Here is a movie of the positional error of the mirror while in the wind. The mirror worked quite well; only +/-30 nm of wavefront error was recorded while the mirror was holding "flat" in the wind while using only a fraction of its range (<1%).

The MMT AO science camera ARIES (PI Don McCarthy) --the purple dewar mounted below the MMT AO "top box" (black).

The Indigo Infrared Video Camera (in black optics box to the left) and its control PC.

Figure 3: A typical example of how the the Adaptive Optics (AO) system can make very sharp images (twice as sharp as the smaller 2.4 meter Hubble space telescope can make at H band --1.65 micron wavelengths).
Photo Credit: Laird Close, CAAO, Steward Observatory (lclose@as.arizona.edu)

Click to see a MOVIE (AVI format, 680kB) of the Adaptive Optics system "closing the loop" on this target (ADS 8939). Note how the binary nature of the star is completely hidden by the blurring of the atmosphere, but then after the loop is closed it is clearly a binary star. (Movie Credit: Guido Brusa, CAAO, Steward Observatory (gbrusa@as.arizona.edu))

Figure 4: A typical example of how the the Adaptive Optics (AO) system can make very sharp images. With AO "OFF" this object appears to be just 2 stars. With AO turned "ON" it is clearly a tight group of 4 visual stars (2 of these are in a tight 0.1" binary, one is the bright guide star, and the other is a rarely seen very faint companion slightly to the right (and 100x fainter) than the bright star -- see white arrow). For more technical details about this image click here.
Photo Credit: Laird Close, CAAO, Steward Observatory (lclose@as.arizona.edu)

Click to see a MOVIE (AVI format, 2.2 MB) of the Adaptive Optics system "closing the loop, opening the loop, then closing the loop" on this target (Theta Ori 1 B). With AO this object appears to be just 2 stars, but with AO turned on it is revealed that the lower "star" is really a 0.1" binary. (Movie Credit: Guido Brusa, CAAO, Steward Observatory (gbrusa@as.arizona.edu))

Figure 5: A very deep image of a bright (V=6) single star at H (1.65 microns). The pattern of light (called a point spread function (PSF)) is almost exactly like that predicted for a 6.5 meter telescope (a Strehl of 100% is absolutely perfect and is never achieved in reality at a wavelength of 1.6 microns). This image has had some post-detection processing to remove a residual 0.020" rms jitter not corrected by the AO system. The raw AO image (no jitter correction) had a slightly lower Strehl 28% which is in agreement with theory when only 52 different modes are being corrected. Hence the AO system is working very close to the level expected for 52 modes of correction.
Photo Credit: Laird Close, CAAO, Steward Observatory (lclose@as.arizona.edu)

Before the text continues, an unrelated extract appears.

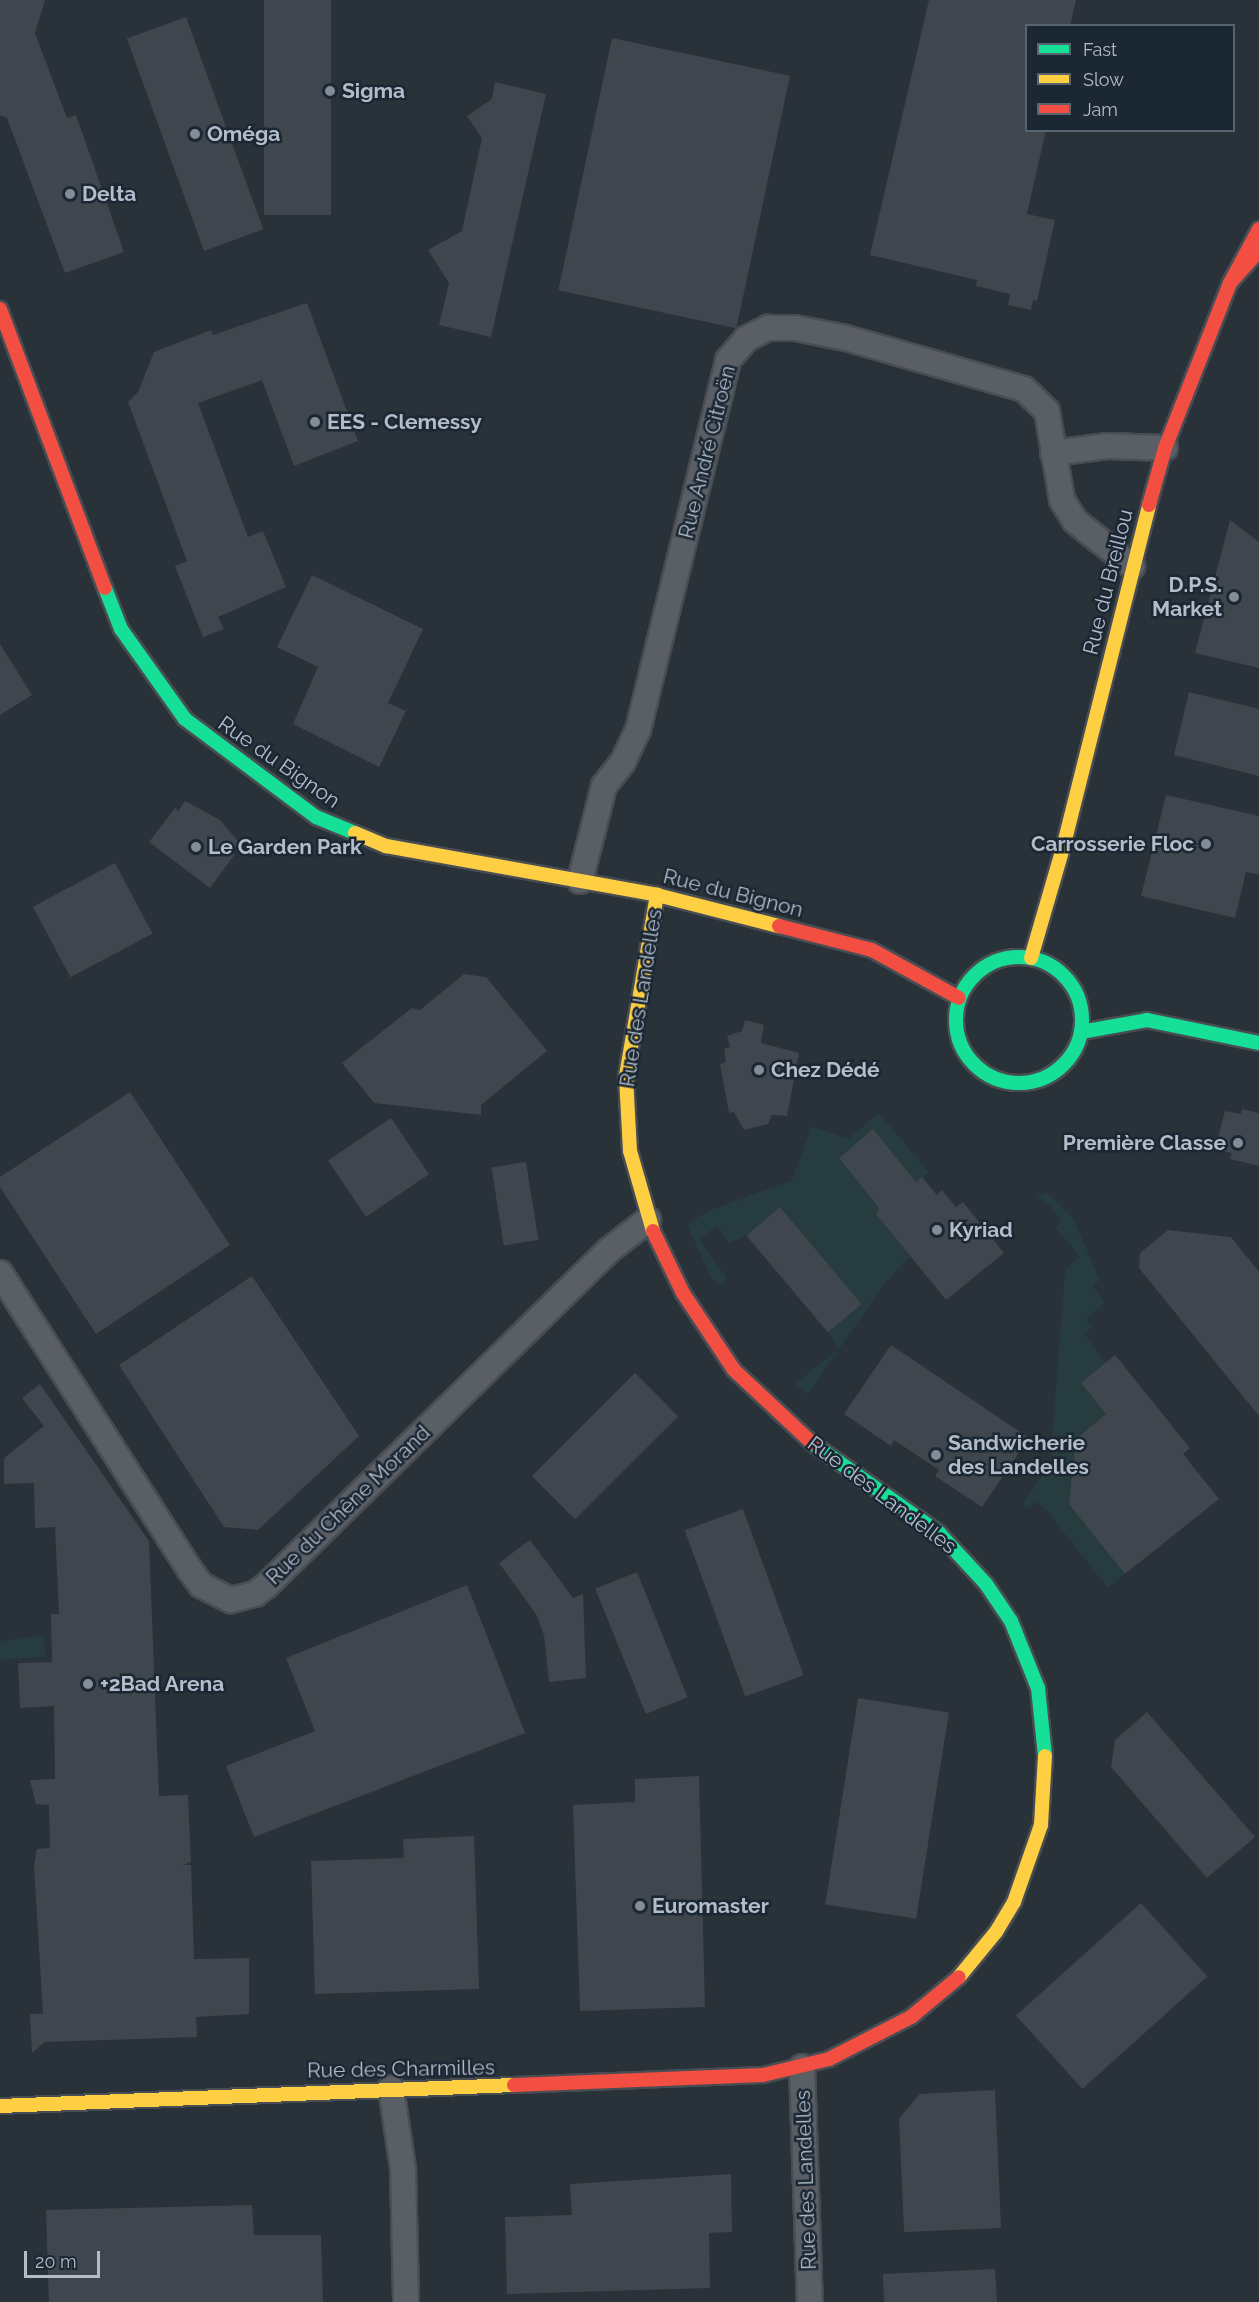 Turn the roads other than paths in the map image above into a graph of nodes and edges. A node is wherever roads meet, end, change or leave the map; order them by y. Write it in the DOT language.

Figure 7: The first AO images made in the mid-infrared (wavelength of 10.3 microns). With AO on the Strehl is 96% whereas with it off it is only 58%. Note that the AO on image is nearly perfect. Such AO corrected images allows one to remove the starlight with deep nulling interferometry (talk with Phil Hinz to learn more about nulling with the MMT).
Photo Credit: Phil Hinz (Steward Observatory, phinz@as.arizona.edu)

Figure 8: The first low-emmissivity (6%) nulling images. To the right 98% of the light from the central star is removed by nulling. This will reveal any nearby objects that would be hidden by the glare of the bright central star. This is a new and powerful technique that has great scientific promise to detect extra-solar planets and circumstellar disks etc.
Photo Credit: Phil Hinz (Steward Observatory, phinz@as.arizona.edu)

We utilized the following astrometric standards to calibrate the 0.088"/pix platescale.

THE TRAPEZIUM MASSIVE YOUNG STAR CLUSTER AT THE HEART OF THE ORION NEBULA
(Close et al. 2003a)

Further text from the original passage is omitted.